For Modern Orthodoxy and Religious Zionism, the problem may be less about the act of making a brit and more about affirming the one that already exists. Living in multiple worlds diminishes the sense that Judaism is authentic and real. Instead, it begins to feel like it is just one option among many. Consequently, we constantly feel compelled to justify our choices. If one is to remain committed to Torah, it must be because it is demonstrably true or because it is moral and ethical. These types of rationalizations, though, can never offer a permanent solution for maintaining a brit. By way of analogy, we can come up with a list of reasons why we love our children, but none of them can truly capture the force of the love that we as parents feel for them. We love our children because they are our own, and no further justification is required. Rav Shagar explains that ‘Brit is the ability for a person to accept their place, that which they have, to choose one’s choice, to stay in his place without immediately chasing after something else.’40 Our relationship with Torah must be the same.
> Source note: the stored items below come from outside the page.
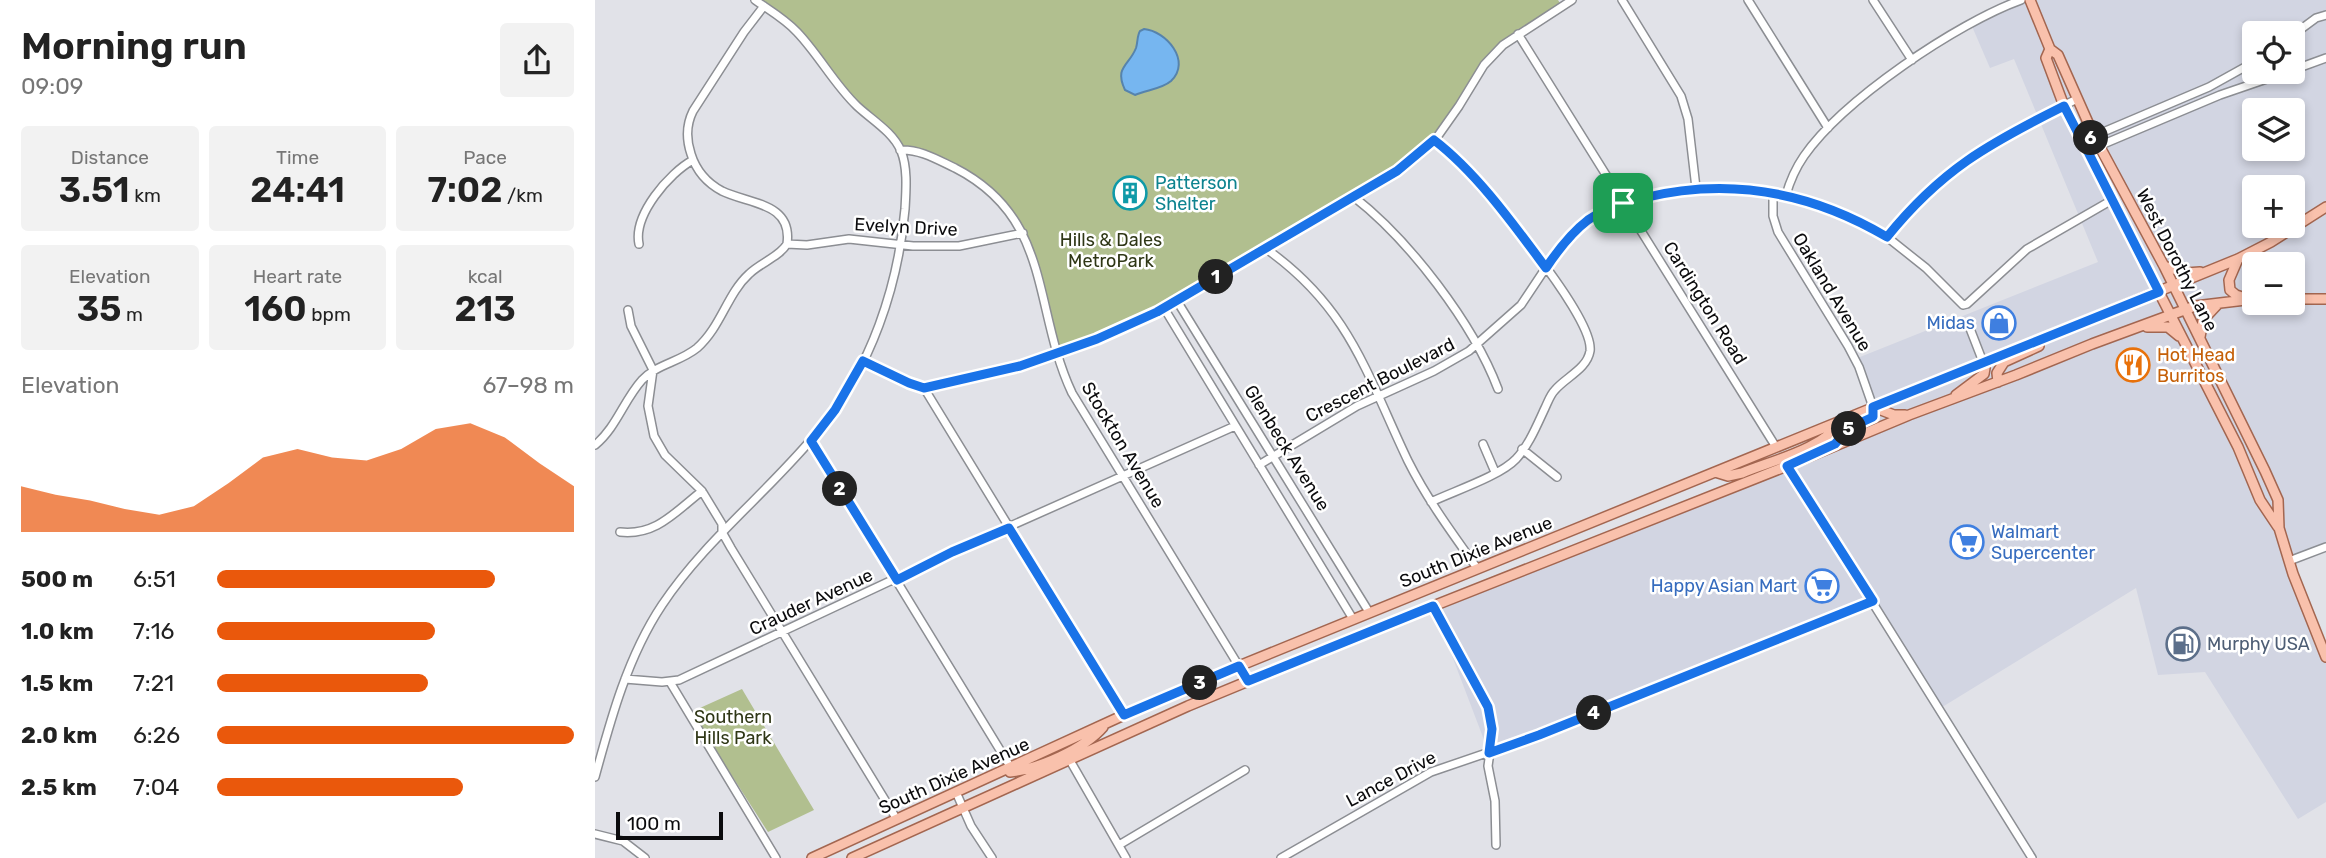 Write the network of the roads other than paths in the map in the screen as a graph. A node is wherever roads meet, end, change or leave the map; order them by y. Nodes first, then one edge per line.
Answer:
1 (755, 0) edge
2 (1572, 0) edge
3 (1622, 0) edge
4 (1748, 0) edge
5 (1873, 0) edge
6 (2021, 0) edge
7 (2030, 0) edge
8 (2001, 3) edge
9 (764, 6) junction
10 (2326, 15) edge
11 (2305, 26) edge
12 (1518, 34) junction
13 (2050, 49) junction
14 (2326, 58) edge
15 (1912, 60) junction
16 (2305, 66) edge
17 (2242, 69) edge
18 (2215, 84) junction
19 (2254, 84) edge
20 (2220, 96) junction
21 (2077, 99) junction
22 (2064, 106) junction
23 (2146, 113) junction
24 (2150, 124) junction
25 (1829, 128) junction
26 (1434, 140) junction
27 (2097, 140) junction
28 (2084, 146) junction
29 (900, 149) junction
30 (693, 160) junction
31 (1696, 188) junction
32 (1773, 192) junction
33 (1786, 195) junction
34 (1354, 197) junction
35 (2112, 200) junction
36 (1623, 203) junction
37 (2326, 207) edge
38 (1023, 233) junction
39 (1887, 237) junction
40 (639, 244) dead end
41 (787, 244) junction
42 (900, 244) junction
43 (1265, 248) junction
44 (2238, 259) junction
45 (2164, 266) junction
46 (1546, 268) junction
47 (2209, 271) junction
48 (2173, 286) junction
49 (2159, 292) junction
50 (2242, 296) edge
51 (2305, 299) edge
52 (2326, 299) edge
53 (2242, 300) edge
54 (1177, 301) junction
55 (2221, 303) junction
56 (1164, 308) junction
57 (628, 310) dead end
58 (2185, 310) junction
59 (2171, 316) junction
60 (1969, 326) dead end
61 (2139, 328) junction
62 (2062, 332) junction
63 (2200, 339) junction
64 (2182, 340) junction
65 (1477, 345) junction
66 (1057, 353) junction
67 (863, 361) junction
68 (1983, 362) junction
69 (653, 370) junction
70 (1998, 382) junction
71 (924, 388) junction
72 (1498, 389) dead end
73 (1379, 395) junction
74 (1949, 401) junction
75 (1873, 407) junction
76 (1909, 415) junction
77 (1844, 419) junction
78 (1235, 426) junction
79 (811, 441) junction
80 (1483, 444) dead end
81 (1835, 444) junction
82 (595, 445) edge
83 (1776, 447) junction
84 (1523, 449) junction
85 (1273, 456) junction
86 (1784, 461) junction
87 (1259, 465) junction
88 (1495, 472) junction
89 (1714, 472) junction
90 (1123, 476) junction
91 (1557, 477) dead end
92 (702, 491) junction
93 (1431, 502) junction
94 (1009, 528) junction
95 (2279, 528) junction
96 (620, 532) dead end
97 (722, 532) junction
98 (2326, 547) edge
99 (2289, 561) junction
100 (1477, 568) junction
101 (897, 580) junction
102 (1873, 601) junction
103 (1433, 606) junction
104 (1369, 612) junction
105 (1353, 619) junction
106 (783, 632) junction
107 (2326, 657) edge
108 (1239, 666) junction
109 (625, 679) junction
110 (1248, 681) junction
111 (670, 682) junction
112 (1124, 715) junction
113 (1107, 723) junction
114 (1489, 753) junction
115 (1067, 756) junction
116 (1007, 770) junction
117 (1245, 770) dead end
118 (595, 777) edge
119 (956, 792) junction
120 (964, 807) junction
121 (896, 818) junction
122 (595, 834) edge
123 (1119, 845) junction
124 (1496, 845) dead end
125 (645, 858) edge
126 (776, 858) edge
127 (812, 858) edge
128 (852, 858) edge
129 (992, 858) edge
130 (1126, 858) edge
131 (1281, 858) edge
132 (2032, 858) edge

1 - 9 street
2 - 12 street
3 - 31 street
4 - 25 street
5 - 15 street
6 - 8 street
7 - 13 main road, West Dorothy Lane
8 - 15 street
9 - 29 street
9 - 30 street
10 - 11 street
12 - 26 street
12 - 36 street, Cardington Road
13 - 21 main road, West Dorothy Lane
13 - 22 main road, West Dorothy Lane
14 - 16 street
15 - 25 street
17 - 18 street
18 - 20 street
18 - 23 street
19 - 20 street
20 - 24 street
21 - 22 street
21 - 27 main road, West Dorothy Lane
22 - 28 main road, West Dorothy Lane
22 - 39 street
23 - 24 street
23 - 27 street
24 - 27 street
25 - 33 street
26 - 34 street
26 - 46 street
27 - 28 street
27 - 45 main road, West Dorothy Lane
28 - 35 main road, West Dorothy Lane
29 - 38 street, Stockton Avenue
29 - 42 street
30 - 40 street
30 - 41 street
31 - 32 street, Crescent Boulevard
31 - 36 street, Crescent Boulevard
32 - 33 street, Crescent Boulevard
32 - 75 street, Oakland Avenue
33 - 39 street, Crescent Boulevard
34 - 43 street
34 - 65 street
35 - 39 street, Crescent Boulevard
35 - 49 main road, West Dorothy Lane
36 - 46 street, Crescent Boulevard
36 - 83 street, Cardington Road
37 - 44 main road, South Dixie Avenue
38 - 42 street, Evelyn Drive
38 - 66 street, Stockton Avenue
41 - 42 street, Evelyn Drive
41 - 69 street
42 - 67 street
43 - 54 street
43 - 73 street
44 - 47 main road, South Dixie Avenue
44 - 50 main road
45 - 47 main road
45 - 48 main road, West Dorothy Lane
46 - 65 street, Crescent Boulevard
46 - 84 street
47 - 48 main road, South Dixie Avenue
48 - 49 main road, South Dixie Avenue
48 - 58 main road, West Dorothy Lane
49 - 59 main road, West Dorothy Lane
49 - 62 main road, South Dixie Avenue
51 - 52 main road
53 - 55 main road, South Dixie Avenue
54 - 56 street
54 - 85 street, Glenbeck Avenue
55 - 58 main road, South Dixie Avenue
55 - 63 main road
56 - 66 street
56 - 78 street, Glenbeck Avenue
57 - 69 street
58 - 59 main road, South Dixie Avenue
58 - 63 main road, West Dorothy Lane
59 - 61 main road, South Dixie Avenue
59 - 64 main road, West Dorothy Lane
60 - 68 street
61 - 64 main road
61 - 70 main road, South Dixie Avenue
62 - 68 main road, South Dixie Avenue
62 - 70 main road
63 - 95 main road, West Dorothy Lane
64 - 95 main road, West Dorothy Lane
65 - 72 street
65 - 73 street, Crescent Boulevard
66 - 71 street
66 - 90 street, Stockton Avenue
67 - 71 street
67 - 79 street
68 - 74 main road
68 - 75 main road, South Dixie Avenue
69 - 82 street
69 - 92 street
70 - 74 main road, South Dixie Avenue
71 - 94 street
73 - 85 street, Crescent Boulevard
73 - 93 street
74 - 76 main road, South Dixie Avenue
75 - 76 main road
75 - 77 main road, South Dixie Avenue
75 - 81 main road
76 - 81 main road, South Dixie Avenue
77 - 83 main road, South Dixie Avenue
77 - 86 main road
78 - 87 street, Glenbeck Avenue
78 - 90 street, Crauder Avenue
79 - 97 street
79 - 101 street
80 - 88 street
81 - 86 main road, South Dixie Avenue
83 - 89 main road, South Dixie Avenue
84 - 88 street
84 - 91 street
85 - 87 street, Crescent Boulevard
85 - 104 street, Glenbeck Avenue
86 - 89 main road
86 - 102 street
86 - 103 main road, South Dixie Avenue
87 - 105 street, Glenbeck Avenue
88 - 93 street
89 - 100 main road, South Dixie Avenue
90 - 94 street, Crauder Avenue
90 - 108 street, Stockton Avenue
92 - 96 street
92 - 97 street
93 - 100 street
94 - 101 street, Crauder Avenue
94 - 112 street
95 - 99 main road, West Dorothy Lane
97 - 106 street
97 - 109 street
98 - 99 street
99 - 107 main road, West Dorothy Lane
100 - 104 main road, South Dixie Avenue
101 - 106 street, Crauder Avenue
101 - 116 street
102 - 114 street, Lance Drive
102 - 132 street
103 - 110 main road, South Dixie Avenue
103 - 114 street
104 - 105 main road, South Dixie Avenue
105 - 108 main road, South Dixie Avenue
106 - 111 street, Crauder Avenue
106 - 121 street
108 - 110 street, Stockton Avenue
108 - 112 main road, South Dixie Avenue
109 - 111 street, Crauder Avenue
109 - 118 street
110 - 115 main road, South Dixie Avenue
111 - 126 street
112 - 113 main road, South Dixie Avenue
113 - 115 main road
113 - 116 main road, South Dixie Avenue
114 - 124 street
114 - 131 street, Lance Drive
115 - 116 main road
115 - 120 main road, South Dixie Avenue
115 - 123 street
116 - 119 main road, South Dixie Avenue
117 - 123 street
119 - 120 street
119 - 121 main road, South Dixie Avenue
120 - 128 main road, South Dixie Avenue
120 - 129 street
121 - 127 main road, South Dixie Avenue
122 - 125 street
123 - 130 street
Rav Shagar challenges us to reach a point where we can accept our commitments without feeling the need to justify them, a process he calls kabbalah atzmit, self-acceptance. He describes it as follows:

It is easy say ‘I am a Jew because I was born a Jew, and I believe because I was born a believer.’ However, the ‘because’ is easily able to deny the objective truth value of my faith… The challenge of brit is to say ‘I am a Jew because I was born a Jew’ and not due to pangs of conscience and feelings of guilt or bias. Rather, it comes from a place of brit that its personal wholeness expresses the notion that ‘I am who I am’ – accepting oneself in the deepest sense of the term.41

To better understand this, perhaps a parallel can be made to the receiving of the Torah at Mount Sinai. According to the Maharal, the Jewish people did not have the ability to freely accept the Torah when it was given to them by God at Mount Sinai.42 The brit, so to speak, was forced upon them, making the Torah an intrinsic part of their lives whether they wanted it or not. In that moment, the Torah and the Jewish people were forever bound together. It was only many generations later in the time of Purim that the Jewish people demonstrated that they finally had accepted the Torah. They did this through their embrace of a new mitvah, the reading of the megillah. The Jewish people had finally come to accept that the Torah was a part of who they were without any reason or justification.

Despite the rabbis’ insistence that all Jews were present at Mount Sinai, in a certain sense no Jew voluntarily chooses to enter into a brit with the Torah. It is something into which they are born. We are raised into the language of Torah and the Jewish way of life through our upbringing in the Jewish home and our involvement in the Jewish community. As mentioned earlier, one of Wittgenstein’s core contentions is that all languages have their own truth and integrity that becomes an inescapable part of the way we experience the world and a true home for us. Language can thus become our true home, but only if we are willing to accept it as such.43 If we are constantly looking for justifications for our continued commitment, we will not be able to accept the brit as self-evident and therefore, we will never truly be at home in Judaism.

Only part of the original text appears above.